Fifteen years ago in this rural area of Colorado there had been talk of an Indian shaman who wandered the forests and threatened whoever he encountered, but nobody really took the stories seriously, they were like an urban myth. Certainly Tony (Stefano Madia) didn't, he just wanted to get to the camp thereabouts where tourists would stay, and the young locals liked to frolic, Tony's choice of frolicking tonight being a schoolfriend, Rose (Clelia Fradella), in spite of his supposed interest in another girl. Once darkness had fallen and they were appreciating one another's company, a young boy whose parents owned the camp was skulking around when he witnessed something that would leave a terrible mark on his psyche...
Could it be that the shaman is real? Somebody has bumped off Tony and Rose within ten minutes of the movie beginning, and we are supposed to be casting doubts on the yarn that he is not, though frankly by the point we get to the last scene we will be left none the wiser, as whenever we see the shaman it is someone wearing an old geezer mask, which begs the question, why would a shaman sport a shaman mask if he was already a shaman underneath the mask and presumably looked more or less the same? If you expect that conundrum to be solved, then Bodycount will prove an immensely frustrating proposition for you, as it was another eighties slasher clone with more energy than sense.
Though at least it had that energy, thanks to brisk direction from Ruggero Deodato, already a notorious name in Italian horror thanks to his lurid effort Cannibal Holocaust, a work whose controversy endures to this day. This was a lot more generic, admittedly with that particularly Italian brand of off-kilter plotting and detail that had their fans preferring this to certain North American product from the golden age for the country's shockers which lasted from the nineteen-sixties to the early eighties. Note that this was released in the mid-eighties, the point when the inspiration was running dry and the giallo genre was looking old hat compared to the slasher genre from across the Atlantic.
Only unless you were a fan of the big horror franchises, the slashers were looking old hat too, and even then originality was thin on the ground as the supernatural was crowbarred in to keep your Halloween or Friday the 13th stumbling forward. It was unclear even as the credits rolled if the collection of screenwriters had taken than option as well, for most of it seemed to be of the masked maniac with a kitchen knife cutting a swathe through the cast variety, said cast mostly made up of young holidaymakers looking for a good time and predictably finding nothing of the kind. Leading those young folks was former World Speedway Champion Bruce Penhall, for whom the attraction of speed had adapted into the attraction for acting in cheapo exploitation flicks.
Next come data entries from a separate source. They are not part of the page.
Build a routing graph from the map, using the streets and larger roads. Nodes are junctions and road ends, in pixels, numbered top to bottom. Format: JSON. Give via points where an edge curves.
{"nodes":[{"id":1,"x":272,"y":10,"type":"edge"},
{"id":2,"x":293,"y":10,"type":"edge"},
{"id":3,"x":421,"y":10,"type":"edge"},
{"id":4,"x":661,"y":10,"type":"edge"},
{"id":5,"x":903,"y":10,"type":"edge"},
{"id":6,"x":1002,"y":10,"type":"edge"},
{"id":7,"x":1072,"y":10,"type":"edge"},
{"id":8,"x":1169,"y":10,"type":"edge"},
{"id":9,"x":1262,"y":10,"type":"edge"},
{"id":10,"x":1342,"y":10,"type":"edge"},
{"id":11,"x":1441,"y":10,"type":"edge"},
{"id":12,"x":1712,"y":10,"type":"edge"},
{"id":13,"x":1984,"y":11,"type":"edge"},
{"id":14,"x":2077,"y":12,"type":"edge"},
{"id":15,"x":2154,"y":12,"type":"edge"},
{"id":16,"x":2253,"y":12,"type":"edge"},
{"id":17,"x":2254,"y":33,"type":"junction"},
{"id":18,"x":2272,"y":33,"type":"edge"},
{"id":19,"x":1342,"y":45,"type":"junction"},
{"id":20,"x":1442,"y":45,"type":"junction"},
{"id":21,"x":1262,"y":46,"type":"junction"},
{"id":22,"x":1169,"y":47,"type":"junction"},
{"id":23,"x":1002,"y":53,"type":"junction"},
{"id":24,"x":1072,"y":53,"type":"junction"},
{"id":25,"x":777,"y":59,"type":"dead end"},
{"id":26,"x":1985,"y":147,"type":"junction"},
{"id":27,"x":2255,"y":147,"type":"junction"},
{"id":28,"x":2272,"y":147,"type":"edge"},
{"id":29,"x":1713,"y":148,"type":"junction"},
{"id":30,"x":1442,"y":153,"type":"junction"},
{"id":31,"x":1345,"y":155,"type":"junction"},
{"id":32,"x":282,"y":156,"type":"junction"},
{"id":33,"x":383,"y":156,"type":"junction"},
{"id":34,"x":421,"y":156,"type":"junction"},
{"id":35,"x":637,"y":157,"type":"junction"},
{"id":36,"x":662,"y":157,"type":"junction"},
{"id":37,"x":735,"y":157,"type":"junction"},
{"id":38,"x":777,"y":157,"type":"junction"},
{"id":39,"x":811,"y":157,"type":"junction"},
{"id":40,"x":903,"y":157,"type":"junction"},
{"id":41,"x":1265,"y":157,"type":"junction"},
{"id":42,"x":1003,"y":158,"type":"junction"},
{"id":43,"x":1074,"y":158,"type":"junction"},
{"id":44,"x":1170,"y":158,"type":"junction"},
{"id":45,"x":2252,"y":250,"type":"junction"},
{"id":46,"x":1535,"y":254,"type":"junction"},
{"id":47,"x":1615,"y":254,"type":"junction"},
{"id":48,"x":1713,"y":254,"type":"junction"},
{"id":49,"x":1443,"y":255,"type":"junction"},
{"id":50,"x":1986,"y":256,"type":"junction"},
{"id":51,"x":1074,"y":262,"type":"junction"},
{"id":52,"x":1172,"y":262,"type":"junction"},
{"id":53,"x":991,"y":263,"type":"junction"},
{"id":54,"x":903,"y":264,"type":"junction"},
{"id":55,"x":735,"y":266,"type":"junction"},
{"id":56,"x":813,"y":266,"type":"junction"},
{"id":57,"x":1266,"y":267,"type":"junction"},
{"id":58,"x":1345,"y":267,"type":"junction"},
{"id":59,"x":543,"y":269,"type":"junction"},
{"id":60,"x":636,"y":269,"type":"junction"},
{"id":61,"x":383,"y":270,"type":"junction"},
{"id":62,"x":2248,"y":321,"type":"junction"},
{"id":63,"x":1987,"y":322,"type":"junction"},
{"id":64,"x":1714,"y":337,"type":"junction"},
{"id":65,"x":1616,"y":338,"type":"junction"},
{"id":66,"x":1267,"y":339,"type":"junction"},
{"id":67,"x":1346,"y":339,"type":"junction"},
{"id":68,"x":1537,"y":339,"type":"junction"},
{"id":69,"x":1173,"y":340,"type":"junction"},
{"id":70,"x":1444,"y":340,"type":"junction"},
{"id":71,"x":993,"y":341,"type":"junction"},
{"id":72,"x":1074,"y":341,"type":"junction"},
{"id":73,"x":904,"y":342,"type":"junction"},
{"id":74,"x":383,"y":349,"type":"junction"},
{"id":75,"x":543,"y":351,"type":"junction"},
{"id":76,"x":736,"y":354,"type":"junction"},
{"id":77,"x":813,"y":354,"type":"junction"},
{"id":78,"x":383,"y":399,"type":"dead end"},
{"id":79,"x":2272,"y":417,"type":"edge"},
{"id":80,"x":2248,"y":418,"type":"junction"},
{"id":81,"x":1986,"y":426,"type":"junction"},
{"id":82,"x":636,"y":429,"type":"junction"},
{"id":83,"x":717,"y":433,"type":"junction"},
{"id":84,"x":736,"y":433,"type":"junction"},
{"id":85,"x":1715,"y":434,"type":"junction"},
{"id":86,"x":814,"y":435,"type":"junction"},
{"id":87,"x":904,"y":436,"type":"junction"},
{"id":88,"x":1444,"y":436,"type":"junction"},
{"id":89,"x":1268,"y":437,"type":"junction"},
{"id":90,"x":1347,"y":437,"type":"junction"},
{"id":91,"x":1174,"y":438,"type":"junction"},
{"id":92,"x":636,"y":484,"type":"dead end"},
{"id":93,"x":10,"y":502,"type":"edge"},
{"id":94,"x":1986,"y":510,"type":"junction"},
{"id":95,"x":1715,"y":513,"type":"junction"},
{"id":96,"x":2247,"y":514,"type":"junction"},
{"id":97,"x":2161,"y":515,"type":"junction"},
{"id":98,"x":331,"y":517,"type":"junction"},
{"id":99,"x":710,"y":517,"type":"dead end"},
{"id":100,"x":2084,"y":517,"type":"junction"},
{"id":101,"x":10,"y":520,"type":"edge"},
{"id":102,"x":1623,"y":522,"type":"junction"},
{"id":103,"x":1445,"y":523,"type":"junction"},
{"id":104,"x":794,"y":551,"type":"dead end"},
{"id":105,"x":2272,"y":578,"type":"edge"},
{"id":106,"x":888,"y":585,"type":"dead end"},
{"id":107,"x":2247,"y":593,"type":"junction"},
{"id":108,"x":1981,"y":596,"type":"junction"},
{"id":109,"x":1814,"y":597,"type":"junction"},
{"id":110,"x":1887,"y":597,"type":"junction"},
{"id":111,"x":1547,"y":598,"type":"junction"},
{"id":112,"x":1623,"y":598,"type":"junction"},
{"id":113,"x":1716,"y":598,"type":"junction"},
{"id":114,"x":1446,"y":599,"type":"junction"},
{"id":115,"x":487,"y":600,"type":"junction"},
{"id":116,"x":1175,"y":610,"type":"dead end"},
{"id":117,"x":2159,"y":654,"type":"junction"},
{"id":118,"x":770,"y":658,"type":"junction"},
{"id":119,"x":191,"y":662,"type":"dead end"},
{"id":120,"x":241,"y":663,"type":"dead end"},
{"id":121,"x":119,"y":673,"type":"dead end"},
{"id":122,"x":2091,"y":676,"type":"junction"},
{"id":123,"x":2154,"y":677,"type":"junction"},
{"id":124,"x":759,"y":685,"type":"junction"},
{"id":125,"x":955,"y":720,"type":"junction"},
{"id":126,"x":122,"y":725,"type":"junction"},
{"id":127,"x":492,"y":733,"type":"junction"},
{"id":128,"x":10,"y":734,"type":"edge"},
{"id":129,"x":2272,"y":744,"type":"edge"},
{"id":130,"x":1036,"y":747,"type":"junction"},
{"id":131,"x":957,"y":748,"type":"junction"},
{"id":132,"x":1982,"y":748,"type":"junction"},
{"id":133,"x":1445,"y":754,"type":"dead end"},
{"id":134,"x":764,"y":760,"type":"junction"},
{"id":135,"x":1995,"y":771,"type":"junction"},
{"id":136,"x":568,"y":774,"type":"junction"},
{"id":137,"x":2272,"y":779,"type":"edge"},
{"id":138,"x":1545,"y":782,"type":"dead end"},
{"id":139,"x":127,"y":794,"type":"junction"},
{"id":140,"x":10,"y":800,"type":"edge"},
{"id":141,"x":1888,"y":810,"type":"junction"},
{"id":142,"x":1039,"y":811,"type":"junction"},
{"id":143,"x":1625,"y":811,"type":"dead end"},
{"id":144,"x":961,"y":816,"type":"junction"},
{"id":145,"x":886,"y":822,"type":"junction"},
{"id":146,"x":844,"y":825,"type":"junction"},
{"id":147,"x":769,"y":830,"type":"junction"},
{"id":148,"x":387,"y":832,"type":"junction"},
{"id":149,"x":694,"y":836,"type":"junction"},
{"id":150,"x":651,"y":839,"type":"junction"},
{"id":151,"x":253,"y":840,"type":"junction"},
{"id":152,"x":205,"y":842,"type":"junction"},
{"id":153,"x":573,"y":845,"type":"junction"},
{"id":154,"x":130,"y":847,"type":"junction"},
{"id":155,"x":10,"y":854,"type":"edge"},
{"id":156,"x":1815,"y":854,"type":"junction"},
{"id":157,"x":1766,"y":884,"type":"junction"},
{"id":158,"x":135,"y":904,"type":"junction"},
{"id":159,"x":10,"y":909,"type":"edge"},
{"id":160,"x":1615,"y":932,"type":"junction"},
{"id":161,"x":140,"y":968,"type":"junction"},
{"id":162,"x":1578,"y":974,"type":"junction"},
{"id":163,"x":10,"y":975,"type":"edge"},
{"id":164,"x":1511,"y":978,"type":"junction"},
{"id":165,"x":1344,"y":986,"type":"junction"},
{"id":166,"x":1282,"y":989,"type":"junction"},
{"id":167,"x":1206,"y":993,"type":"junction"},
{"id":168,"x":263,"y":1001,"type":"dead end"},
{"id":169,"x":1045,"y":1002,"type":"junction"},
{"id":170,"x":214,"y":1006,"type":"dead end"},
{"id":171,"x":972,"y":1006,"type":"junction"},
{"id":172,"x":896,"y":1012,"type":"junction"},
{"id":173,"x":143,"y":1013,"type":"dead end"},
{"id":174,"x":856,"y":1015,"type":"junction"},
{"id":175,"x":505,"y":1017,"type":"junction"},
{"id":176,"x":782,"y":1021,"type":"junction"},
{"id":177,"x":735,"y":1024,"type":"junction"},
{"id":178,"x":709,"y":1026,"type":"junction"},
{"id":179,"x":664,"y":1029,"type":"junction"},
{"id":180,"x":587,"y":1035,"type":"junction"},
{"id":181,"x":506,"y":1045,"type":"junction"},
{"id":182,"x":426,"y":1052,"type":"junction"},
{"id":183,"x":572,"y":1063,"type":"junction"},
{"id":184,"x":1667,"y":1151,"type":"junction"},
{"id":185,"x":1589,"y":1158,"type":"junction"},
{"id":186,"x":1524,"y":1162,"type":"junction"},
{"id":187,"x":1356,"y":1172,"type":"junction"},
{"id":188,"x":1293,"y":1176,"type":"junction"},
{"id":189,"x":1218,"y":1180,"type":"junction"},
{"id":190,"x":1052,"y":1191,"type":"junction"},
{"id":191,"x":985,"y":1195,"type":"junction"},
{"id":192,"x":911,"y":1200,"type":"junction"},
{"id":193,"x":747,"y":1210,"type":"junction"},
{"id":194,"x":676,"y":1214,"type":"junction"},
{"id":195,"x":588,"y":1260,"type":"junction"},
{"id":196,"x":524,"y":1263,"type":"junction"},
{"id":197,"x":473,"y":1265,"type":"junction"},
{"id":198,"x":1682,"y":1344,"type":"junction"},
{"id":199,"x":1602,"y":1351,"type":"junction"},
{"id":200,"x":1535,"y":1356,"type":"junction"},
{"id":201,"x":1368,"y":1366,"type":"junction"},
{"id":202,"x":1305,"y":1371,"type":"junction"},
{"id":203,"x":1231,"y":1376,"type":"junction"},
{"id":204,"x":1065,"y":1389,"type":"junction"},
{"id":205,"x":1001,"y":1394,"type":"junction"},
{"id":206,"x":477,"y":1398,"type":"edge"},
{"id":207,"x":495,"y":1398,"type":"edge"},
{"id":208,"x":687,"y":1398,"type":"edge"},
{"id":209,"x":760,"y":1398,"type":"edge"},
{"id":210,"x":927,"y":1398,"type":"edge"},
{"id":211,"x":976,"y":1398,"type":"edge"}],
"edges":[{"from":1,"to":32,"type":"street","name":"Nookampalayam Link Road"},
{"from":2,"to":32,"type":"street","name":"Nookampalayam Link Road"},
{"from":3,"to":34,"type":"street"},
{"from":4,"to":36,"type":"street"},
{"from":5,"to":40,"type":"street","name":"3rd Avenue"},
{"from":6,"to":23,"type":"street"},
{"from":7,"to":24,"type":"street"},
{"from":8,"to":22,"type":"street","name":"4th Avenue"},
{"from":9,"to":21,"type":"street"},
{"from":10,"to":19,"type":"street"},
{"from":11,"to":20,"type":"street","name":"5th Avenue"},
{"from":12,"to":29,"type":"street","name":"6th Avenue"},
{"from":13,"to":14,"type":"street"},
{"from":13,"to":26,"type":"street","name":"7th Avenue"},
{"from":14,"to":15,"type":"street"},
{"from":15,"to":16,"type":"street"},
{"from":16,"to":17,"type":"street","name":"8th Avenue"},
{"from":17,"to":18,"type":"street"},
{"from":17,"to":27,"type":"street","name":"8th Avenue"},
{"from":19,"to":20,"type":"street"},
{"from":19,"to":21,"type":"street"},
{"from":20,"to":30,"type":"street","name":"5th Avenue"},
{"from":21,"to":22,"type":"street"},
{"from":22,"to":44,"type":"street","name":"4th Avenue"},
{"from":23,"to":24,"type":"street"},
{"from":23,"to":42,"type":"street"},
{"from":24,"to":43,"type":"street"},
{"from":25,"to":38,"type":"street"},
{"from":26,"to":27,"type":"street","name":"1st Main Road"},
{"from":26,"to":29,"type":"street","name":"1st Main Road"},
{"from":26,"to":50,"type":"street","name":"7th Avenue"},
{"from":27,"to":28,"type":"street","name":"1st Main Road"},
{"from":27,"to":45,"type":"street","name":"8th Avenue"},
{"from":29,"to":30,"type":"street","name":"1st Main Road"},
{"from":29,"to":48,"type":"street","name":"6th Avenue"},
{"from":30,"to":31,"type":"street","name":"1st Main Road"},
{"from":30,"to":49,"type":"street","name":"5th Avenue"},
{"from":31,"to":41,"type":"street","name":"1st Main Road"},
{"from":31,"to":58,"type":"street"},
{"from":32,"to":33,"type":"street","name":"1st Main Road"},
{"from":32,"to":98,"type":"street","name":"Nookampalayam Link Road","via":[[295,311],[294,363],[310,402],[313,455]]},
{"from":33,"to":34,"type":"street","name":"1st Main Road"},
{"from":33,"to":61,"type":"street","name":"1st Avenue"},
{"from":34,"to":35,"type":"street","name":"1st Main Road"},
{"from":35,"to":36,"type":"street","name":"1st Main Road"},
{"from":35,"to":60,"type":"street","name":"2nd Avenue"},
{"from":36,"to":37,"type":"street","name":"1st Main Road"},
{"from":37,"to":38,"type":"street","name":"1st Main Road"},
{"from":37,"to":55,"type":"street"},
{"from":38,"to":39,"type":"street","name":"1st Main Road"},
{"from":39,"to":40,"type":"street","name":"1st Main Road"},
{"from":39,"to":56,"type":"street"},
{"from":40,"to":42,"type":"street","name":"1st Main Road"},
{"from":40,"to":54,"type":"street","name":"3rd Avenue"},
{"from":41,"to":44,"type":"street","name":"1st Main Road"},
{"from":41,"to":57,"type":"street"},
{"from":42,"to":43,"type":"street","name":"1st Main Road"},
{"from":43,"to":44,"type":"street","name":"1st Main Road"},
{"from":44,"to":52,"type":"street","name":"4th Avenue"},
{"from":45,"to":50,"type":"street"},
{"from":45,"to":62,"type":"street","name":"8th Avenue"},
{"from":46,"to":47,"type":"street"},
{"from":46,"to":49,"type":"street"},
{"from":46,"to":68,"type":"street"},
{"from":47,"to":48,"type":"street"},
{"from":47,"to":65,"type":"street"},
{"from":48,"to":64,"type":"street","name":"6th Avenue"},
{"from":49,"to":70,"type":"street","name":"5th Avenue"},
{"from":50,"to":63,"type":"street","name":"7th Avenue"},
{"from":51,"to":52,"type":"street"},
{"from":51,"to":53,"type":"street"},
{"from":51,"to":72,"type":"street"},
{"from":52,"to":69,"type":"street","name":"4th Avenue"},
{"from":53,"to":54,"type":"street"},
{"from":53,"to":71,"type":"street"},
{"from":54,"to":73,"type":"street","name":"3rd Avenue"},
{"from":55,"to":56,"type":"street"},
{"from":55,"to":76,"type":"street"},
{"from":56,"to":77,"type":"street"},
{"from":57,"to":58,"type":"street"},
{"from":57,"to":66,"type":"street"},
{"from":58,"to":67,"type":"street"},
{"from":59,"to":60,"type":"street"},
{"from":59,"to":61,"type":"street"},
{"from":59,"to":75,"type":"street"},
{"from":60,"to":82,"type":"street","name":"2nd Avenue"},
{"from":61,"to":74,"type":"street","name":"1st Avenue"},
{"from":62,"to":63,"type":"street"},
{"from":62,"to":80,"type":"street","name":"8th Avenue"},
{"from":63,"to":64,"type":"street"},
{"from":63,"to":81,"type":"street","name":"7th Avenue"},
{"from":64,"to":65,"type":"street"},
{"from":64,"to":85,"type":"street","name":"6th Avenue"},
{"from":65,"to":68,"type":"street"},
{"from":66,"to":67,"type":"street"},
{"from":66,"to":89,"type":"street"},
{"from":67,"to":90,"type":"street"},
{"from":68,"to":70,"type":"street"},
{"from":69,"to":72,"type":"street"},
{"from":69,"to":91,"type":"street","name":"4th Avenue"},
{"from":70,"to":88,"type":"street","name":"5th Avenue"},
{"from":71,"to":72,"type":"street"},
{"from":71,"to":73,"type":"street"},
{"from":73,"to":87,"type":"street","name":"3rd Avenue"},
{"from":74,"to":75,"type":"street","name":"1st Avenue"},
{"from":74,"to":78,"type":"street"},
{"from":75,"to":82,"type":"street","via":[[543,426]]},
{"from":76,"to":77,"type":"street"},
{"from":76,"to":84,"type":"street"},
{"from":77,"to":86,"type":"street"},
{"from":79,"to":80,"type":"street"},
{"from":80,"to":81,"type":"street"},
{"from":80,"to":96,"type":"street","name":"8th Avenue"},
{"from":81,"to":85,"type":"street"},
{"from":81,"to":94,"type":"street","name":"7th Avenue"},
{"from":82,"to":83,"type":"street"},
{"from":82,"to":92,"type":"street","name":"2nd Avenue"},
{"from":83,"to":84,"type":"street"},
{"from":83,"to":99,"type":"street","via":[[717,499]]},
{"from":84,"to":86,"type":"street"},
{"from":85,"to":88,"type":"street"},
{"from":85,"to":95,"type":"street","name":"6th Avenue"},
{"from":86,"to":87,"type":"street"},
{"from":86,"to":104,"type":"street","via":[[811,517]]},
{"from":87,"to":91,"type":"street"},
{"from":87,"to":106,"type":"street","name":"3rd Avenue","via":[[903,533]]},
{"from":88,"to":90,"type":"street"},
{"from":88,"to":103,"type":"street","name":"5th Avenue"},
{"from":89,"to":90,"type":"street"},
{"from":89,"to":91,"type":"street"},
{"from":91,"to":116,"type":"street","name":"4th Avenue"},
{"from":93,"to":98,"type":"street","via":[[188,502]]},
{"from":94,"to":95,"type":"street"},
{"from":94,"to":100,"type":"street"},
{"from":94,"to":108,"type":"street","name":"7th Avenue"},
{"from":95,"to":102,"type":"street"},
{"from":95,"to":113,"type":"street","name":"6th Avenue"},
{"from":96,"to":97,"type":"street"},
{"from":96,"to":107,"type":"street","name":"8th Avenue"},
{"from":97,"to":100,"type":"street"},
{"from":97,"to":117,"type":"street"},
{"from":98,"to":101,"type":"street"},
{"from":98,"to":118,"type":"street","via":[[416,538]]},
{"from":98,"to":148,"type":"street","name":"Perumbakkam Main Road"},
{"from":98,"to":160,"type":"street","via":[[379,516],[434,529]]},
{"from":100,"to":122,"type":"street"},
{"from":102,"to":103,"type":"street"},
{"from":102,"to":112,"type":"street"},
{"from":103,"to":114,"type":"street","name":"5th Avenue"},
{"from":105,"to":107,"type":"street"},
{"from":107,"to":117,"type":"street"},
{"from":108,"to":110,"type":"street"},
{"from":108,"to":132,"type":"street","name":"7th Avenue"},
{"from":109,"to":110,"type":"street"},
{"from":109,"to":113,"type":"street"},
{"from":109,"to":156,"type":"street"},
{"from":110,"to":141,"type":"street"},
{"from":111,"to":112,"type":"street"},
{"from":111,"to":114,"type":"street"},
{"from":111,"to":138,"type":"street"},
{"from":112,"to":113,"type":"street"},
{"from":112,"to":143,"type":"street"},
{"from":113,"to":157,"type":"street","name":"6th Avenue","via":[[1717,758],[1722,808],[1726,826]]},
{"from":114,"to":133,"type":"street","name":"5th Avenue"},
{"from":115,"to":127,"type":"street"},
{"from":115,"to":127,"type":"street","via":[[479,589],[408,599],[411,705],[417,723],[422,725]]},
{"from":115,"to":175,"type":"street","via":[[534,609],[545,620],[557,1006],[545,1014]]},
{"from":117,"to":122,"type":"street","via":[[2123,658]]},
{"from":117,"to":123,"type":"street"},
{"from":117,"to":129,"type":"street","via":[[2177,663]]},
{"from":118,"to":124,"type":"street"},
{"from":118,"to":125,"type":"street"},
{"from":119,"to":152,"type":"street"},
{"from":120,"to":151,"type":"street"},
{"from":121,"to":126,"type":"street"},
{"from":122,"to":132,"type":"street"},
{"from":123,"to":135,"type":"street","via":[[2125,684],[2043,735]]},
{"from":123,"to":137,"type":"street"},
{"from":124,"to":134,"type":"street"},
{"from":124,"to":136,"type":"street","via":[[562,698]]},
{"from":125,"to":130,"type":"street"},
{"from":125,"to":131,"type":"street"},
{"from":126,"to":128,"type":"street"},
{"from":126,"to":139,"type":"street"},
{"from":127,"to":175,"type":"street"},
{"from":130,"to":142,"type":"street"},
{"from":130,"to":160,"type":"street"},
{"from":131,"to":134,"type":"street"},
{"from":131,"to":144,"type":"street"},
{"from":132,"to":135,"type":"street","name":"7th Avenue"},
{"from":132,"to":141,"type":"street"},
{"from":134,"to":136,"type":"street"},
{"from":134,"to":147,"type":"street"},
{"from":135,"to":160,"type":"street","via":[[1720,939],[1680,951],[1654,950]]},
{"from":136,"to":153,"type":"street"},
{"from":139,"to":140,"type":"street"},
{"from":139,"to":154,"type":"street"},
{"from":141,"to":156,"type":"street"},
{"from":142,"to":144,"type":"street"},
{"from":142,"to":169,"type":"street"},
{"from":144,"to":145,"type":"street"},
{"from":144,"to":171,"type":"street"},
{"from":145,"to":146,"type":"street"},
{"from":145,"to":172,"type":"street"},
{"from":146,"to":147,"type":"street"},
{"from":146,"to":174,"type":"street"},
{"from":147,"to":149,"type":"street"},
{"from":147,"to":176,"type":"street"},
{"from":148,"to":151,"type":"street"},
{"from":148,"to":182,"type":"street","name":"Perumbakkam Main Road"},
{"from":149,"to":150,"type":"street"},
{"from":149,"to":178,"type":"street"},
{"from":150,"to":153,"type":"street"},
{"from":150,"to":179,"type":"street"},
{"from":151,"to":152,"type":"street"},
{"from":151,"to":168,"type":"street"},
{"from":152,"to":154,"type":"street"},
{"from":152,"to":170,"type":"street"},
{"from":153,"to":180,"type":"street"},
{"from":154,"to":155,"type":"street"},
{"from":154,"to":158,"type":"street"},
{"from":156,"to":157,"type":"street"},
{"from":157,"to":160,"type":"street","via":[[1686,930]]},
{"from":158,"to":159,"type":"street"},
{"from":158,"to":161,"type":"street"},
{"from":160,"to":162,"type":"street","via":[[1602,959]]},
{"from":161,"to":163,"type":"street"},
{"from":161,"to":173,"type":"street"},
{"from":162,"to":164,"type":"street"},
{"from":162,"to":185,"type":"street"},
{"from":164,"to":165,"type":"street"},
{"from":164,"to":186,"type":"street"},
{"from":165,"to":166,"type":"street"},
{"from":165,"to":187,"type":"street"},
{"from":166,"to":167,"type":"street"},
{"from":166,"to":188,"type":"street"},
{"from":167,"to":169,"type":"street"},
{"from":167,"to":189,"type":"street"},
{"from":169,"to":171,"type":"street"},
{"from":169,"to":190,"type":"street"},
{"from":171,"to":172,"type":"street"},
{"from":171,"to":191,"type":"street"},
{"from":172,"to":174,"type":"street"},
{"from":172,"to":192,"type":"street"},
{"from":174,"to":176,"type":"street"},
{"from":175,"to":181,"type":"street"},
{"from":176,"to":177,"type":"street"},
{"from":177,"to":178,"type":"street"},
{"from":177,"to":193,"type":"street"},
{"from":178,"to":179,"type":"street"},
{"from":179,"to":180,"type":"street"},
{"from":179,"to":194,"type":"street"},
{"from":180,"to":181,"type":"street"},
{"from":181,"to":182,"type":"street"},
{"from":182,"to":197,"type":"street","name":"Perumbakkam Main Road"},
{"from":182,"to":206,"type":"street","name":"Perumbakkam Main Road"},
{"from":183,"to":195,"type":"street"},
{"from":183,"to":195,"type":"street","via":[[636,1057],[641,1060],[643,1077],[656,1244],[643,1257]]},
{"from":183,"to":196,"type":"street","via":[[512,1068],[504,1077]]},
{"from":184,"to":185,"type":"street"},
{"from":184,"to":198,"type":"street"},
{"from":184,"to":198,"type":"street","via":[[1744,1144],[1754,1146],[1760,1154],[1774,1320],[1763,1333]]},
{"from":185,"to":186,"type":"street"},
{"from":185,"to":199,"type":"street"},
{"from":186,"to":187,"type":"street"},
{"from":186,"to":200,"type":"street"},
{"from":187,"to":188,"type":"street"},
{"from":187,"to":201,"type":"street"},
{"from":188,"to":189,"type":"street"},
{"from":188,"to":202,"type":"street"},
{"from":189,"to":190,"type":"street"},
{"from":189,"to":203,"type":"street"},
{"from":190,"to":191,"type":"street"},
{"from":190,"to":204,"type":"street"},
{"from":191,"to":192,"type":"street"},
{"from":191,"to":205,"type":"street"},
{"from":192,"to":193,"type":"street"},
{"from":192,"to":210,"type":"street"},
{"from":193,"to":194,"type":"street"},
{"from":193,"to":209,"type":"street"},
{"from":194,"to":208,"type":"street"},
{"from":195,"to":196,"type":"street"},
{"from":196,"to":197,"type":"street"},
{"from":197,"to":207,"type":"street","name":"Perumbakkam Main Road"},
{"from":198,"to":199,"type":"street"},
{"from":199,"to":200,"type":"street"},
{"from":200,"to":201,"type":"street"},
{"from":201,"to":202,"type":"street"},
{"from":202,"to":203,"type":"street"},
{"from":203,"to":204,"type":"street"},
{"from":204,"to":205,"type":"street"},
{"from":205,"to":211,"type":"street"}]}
Not before a stint alongside Erik Estrada in TV action series CHiPs for a one season flop, and sure enough there is a spot of motorcycle action here, a sop to either Penhall to keep him interested, or his fans who would want to be engaged with the goings-on somehow. More interesting for cult movie fans were the more experienced actors, with Euro-stalwarts Mimsy Farmer and David Hess as the married couple running the camp, a marriage surely made in heaven if you were an aficionado of their oeuvre, the prolific John Steiner and Ivan Rassimov lurking in the background, and favourite of both Russ Meyer and Jonathan Demme alike, Charles Napier as the Sheriff who has a teddy bear on his dashboard, a toy that keeps showing up to herald another murder to no reason ever explained in the movie. Not that this lot got a tremendous amount to do other than act suspicious, have the odd dream or canoodle or whatnot, with most of the bloodshed given over to the more youthful cast members. Add aerobics and nudity and you had the recipe for eventful yet fatally silly nonsense. Music by Claudio Simonetti.
Italian director best known his ultra-violent horror work, but whose filmography takes in many genres over a 40-year career. Worked as an assistant director on a variety of films during the sixties, and made his first credited directing debut in 1968 with the superhero yarn Phenomenal and the Treasure of Tutankamen. Throughout the following decade Deodato made erotic dramas (Gungalar, Waves of Lust), musical comdies (Man Only Cries for Love), and comic book romps (Zenabel).
It was Ruggero's horror films that gained him an international reputation however. The trashy Last Cannibal World was followed by 1980's notorious Cannibal Holocaust, and the likes of House on the Edge of the Park, Cut and Run and Bodycount were popular amongst video audiences during the eighties. Other films during this period include the action fantasy The Barbarians and bizarre thriller Dial Help, while Deodato's work during the nineties was largely confined to Italian TV.